Vous aviez un palais plus sucré que salé ?
Forcément. A l'époque, je ne me sentais pas prête à bosser en entreprise, je savais qu'il fallait que je continue à progresser, mais aussi que je n'avais pas encore trouvé ma voix à 100%. Je me suis rendue compte que c'est le travail du sucre qui m'éclatait le plus, qui m'apportait le plus de plaisir en cuisine.

Quelles sont les étapes qui ont marqué votre parcours professionnel ?
J'ai commencé ma formation en boutique à l'âge de 18 ans, chez Thierry Mulhaupt à Strasbourg. Je suis repartie dans la restauration deux ans plus tard, à Troisgros à Roanne. C'est une maison où j'ai énormément appris. Autre étape importante pour moi : mon départ à Tokyo, où j'ai travaillé pour Monsieur Ducasse, qui m'avait sollicitée pour prendre le poste de chef pâtissier dans un restaurant qu'il venait d'ouvrir, en partenariat avec Chanel. Cela a été un grand moment de ma vie professionnelle, j'y suis restée trois ans. Au retour du Japon j'ai atterri à Dubaï, une belle expérience également, avant de poser mes valises au restaurant Lasserre, depuis 2010.

Si vous n'aviez qu'une seule personne à retenir dans ce riche parcours, qui serait-elle ?
Oh, il n'y en a pas eu qu'une ! Plusieurs personnes m'ont permis d'évoluer dans ma carrière : il y a eu Sébastien Degardin, qui était à l'époque chef pâtissier chez Troisgros, Philippe Le Lay, qui m'a mis en relation avec le groupe Ducasse, Monsieur Ducasse lui-même, puis évidemment Thierry Mulhaupt, mon premier patron, car c'est lui qui m'a appris toutes les bases.
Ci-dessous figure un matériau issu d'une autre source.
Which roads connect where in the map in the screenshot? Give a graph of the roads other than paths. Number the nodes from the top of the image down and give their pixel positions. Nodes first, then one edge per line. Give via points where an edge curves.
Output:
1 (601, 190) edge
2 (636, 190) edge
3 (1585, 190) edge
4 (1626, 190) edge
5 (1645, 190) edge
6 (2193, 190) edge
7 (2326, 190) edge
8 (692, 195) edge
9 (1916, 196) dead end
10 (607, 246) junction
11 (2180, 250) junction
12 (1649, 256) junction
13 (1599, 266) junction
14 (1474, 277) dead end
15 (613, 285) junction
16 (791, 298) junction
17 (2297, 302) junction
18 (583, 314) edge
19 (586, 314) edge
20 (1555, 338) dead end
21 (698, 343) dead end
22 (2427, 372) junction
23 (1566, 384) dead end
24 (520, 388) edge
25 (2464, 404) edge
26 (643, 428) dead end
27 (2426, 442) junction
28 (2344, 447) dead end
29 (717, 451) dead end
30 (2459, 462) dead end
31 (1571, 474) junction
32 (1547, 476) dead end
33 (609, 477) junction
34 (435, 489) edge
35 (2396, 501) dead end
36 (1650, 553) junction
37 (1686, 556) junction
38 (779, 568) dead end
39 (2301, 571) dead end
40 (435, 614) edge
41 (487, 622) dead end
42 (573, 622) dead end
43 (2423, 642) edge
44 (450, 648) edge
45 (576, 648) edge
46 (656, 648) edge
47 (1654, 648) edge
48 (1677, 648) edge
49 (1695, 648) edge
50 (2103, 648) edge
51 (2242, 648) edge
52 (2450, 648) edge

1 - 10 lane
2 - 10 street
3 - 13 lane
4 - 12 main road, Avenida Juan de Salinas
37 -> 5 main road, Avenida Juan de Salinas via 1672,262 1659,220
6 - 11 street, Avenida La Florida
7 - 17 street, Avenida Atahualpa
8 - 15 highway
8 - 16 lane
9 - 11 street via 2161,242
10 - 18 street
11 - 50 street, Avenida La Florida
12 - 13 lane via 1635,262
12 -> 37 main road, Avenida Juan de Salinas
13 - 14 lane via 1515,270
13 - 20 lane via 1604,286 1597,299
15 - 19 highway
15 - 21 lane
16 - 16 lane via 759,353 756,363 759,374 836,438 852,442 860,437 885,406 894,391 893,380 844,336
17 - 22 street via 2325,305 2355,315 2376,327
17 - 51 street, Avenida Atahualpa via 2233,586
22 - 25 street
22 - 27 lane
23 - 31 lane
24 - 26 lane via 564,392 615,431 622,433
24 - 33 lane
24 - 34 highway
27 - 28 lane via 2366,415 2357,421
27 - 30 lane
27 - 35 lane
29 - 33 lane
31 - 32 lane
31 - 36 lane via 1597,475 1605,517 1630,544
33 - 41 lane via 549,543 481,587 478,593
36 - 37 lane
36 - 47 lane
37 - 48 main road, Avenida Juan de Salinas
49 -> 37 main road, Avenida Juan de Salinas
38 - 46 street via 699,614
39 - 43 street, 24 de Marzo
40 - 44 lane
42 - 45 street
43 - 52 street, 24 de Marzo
Le monde de la pâtisserie est-il plus masculin que féminin ?
Il l'est oui, même si c'est en train d'évoluer. Quelque part, c'est normal : la pâtisserie est un métier assez physique. Il y a 50 ans, il fallait être capable de l'encaisser physiquement. C'est différent aujourd'hui : on a des machines, des conditions de travail différentes, le conditionnement des matières premières n'est plus le même. C'est un métier plus accessible, qui se féminise. Cela se voit dans les écoles de pâtisserie qui comptent aujourd'hui entre 30 et 45% de filles contre 5% auparavant.

" Mes desserts ? Ni trop sucrés ni trop gras, assez légers en général "

Quel type de pâtisseries trouvons-nous sur les cartes de votre restaurant ?
Déjà, on ne travaille que des produits de saison. Les desserts que l'on fait ne sont ni trop sucrés ni trop gras, assez légers en général. On travaille beaucoup sur les fruits et sur l'acidité. On se met à la place du client qui vient manger, qui après menu dégustation avec quatre à cinq plats salés, enchaîne sur deux desserts. C'est plus agréable de sortir avec l'estomac repu plutôt que saturé. Qu'il ne rentre pas chez lui avec des maux de ventre ! On joue donc la carte de la légèreté.

Après presque 4 ans au restaurant Lasserre, avez-vous des envies d'ailleurs ?
Aujourd'hui je suis bien là où je suis : j'ai une équipe au top, l'établissement me donne les moyens de travailler avec des produits et du matériel de qualité. Je me fais plaisir et je ne cherche pas forcément à bouger.